Start of Records shown

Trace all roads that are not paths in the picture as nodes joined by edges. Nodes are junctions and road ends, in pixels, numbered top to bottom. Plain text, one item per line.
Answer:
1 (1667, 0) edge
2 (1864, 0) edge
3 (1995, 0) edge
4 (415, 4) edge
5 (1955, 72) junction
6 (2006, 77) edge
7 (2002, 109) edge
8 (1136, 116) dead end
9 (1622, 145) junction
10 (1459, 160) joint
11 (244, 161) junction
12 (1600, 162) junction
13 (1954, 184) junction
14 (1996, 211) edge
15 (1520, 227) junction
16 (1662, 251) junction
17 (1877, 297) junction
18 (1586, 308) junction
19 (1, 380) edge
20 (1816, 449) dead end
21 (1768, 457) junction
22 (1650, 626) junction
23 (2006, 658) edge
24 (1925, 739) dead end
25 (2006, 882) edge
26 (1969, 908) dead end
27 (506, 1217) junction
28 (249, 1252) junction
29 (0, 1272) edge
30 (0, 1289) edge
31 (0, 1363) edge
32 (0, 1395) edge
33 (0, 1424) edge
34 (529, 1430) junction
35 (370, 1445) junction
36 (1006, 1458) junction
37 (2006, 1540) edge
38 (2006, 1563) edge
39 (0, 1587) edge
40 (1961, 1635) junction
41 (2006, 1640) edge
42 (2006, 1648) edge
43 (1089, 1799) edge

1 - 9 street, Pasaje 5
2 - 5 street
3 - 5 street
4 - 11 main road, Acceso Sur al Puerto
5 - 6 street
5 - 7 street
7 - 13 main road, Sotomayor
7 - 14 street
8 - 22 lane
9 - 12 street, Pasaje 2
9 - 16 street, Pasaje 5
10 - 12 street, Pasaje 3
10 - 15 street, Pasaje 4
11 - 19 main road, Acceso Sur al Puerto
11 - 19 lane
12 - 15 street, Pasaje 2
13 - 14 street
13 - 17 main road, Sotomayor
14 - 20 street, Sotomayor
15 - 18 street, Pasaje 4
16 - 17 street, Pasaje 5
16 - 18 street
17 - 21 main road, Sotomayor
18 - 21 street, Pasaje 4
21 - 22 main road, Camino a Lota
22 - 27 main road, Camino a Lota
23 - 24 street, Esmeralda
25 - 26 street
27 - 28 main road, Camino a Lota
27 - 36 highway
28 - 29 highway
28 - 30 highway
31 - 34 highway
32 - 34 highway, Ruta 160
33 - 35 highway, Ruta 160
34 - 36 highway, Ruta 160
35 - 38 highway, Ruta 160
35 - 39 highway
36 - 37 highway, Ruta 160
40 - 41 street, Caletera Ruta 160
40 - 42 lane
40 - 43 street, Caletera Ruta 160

End of Records shown

• [Assignment]: Every line of the data must be written out again word for word.

• [Answer space]:
Trace all roads that are not paths in the picture as nodes joined by edges. Nodes are junctions and road ends, in pixels, numbered top to bottom. Plain text, one item per line.
Answer:
1 (1667, 0) edge
2 (1864, 0) edge
3 (1995, 0) edge
4 (415, 4) edge
5 (1955, 72) junction
6 (2006, 77) edge
7 (2002, 109) edge
8 (1136, 116) dead end
9 (1622, 145) junction
10 (1459, 160) joint
11 (244, 161) junction
12 (1600, 162) junction
13 (1954, 184) junction
14 (1996, 211) edge
15 (1520, 227) junction
16 (1662, 251) junction
17 (1877, 297) junction
18 (1586, 308) junction
19 (1, 380) edge
20 (1816, 449) dead end
21 (1768, 457) junction
22 (1650, 626) junction
23 (2006, 658) edge
24 (1925, 739) dead end
25 (2006, 882) edge
26 (1969, 908) dead end
27 (506, 1217) junction
28 (249, 1252) junction
29 (0, 1272) edge
30 (0, 1289) edge
31 (0, 1363) edge
32 (0, 1395) edge
33 (0, 1424) edge
34 (529, 1430) junction
35 (370, 1445) junction
36 (1006, 1458) junction
37 (2006, 1540) edge
38 (2006, 1563) edge
39 (0, 1587) edge
40 (1961, 1635) junction
41 (2006, 1640) edge
42 (2006, 1648) edge
43 (1089, 1799) edge

1 - 9 street, Pasaje 5
2 - 5 street
3 - 5 street
4 - 11 main road, Acceso Sur al Puerto
5 - 6 street
5 - 7 street
7 - 13 main road, Sotomayor
7 - 14 street
8 - 22 lane
9 - 12 street, Pasaje 2
9 - 16 street, Pasaje 5
10 - 12 street, Pasaje 3
10 - 15 street, Pasaje 4
11 - 19 main road, Acceso Sur al Puerto
11 - 19 lane
12 - 15 street, Pasaje 2
13 - 14 street
13 - 17 main road, Sotomayor
14 - 20 street, Sotomayor
15 - 18 street, Pasaje 4
16 - 17 street, Pasaje 5
16 - 18 street
17 - 21 main road, Sotomayor
18 - 21 street, Pasaje 4
21 - 22 main road, Camino a Lota
22 - 27 main road, Camino a Lota
23 - 24 street, Esmeralda
25 - 26 street
27 - 28 main road, Camino a Lota
27 - 36 highway
28 - 29 highway
28 - 30 highway
31 - 34 highway
32 - 34 highway, Ruta 160
33 - 35 highway, Ruta 160
34 - 36 highway, Ruta 160
35 - 38 highway, Ruta 160
35 - 39 highway
36 - 37 highway, Ruta 160
40 - 41 street, Caletera Ruta 160
40 - 42 lane
40 - 43 street, Caletera Ruta 160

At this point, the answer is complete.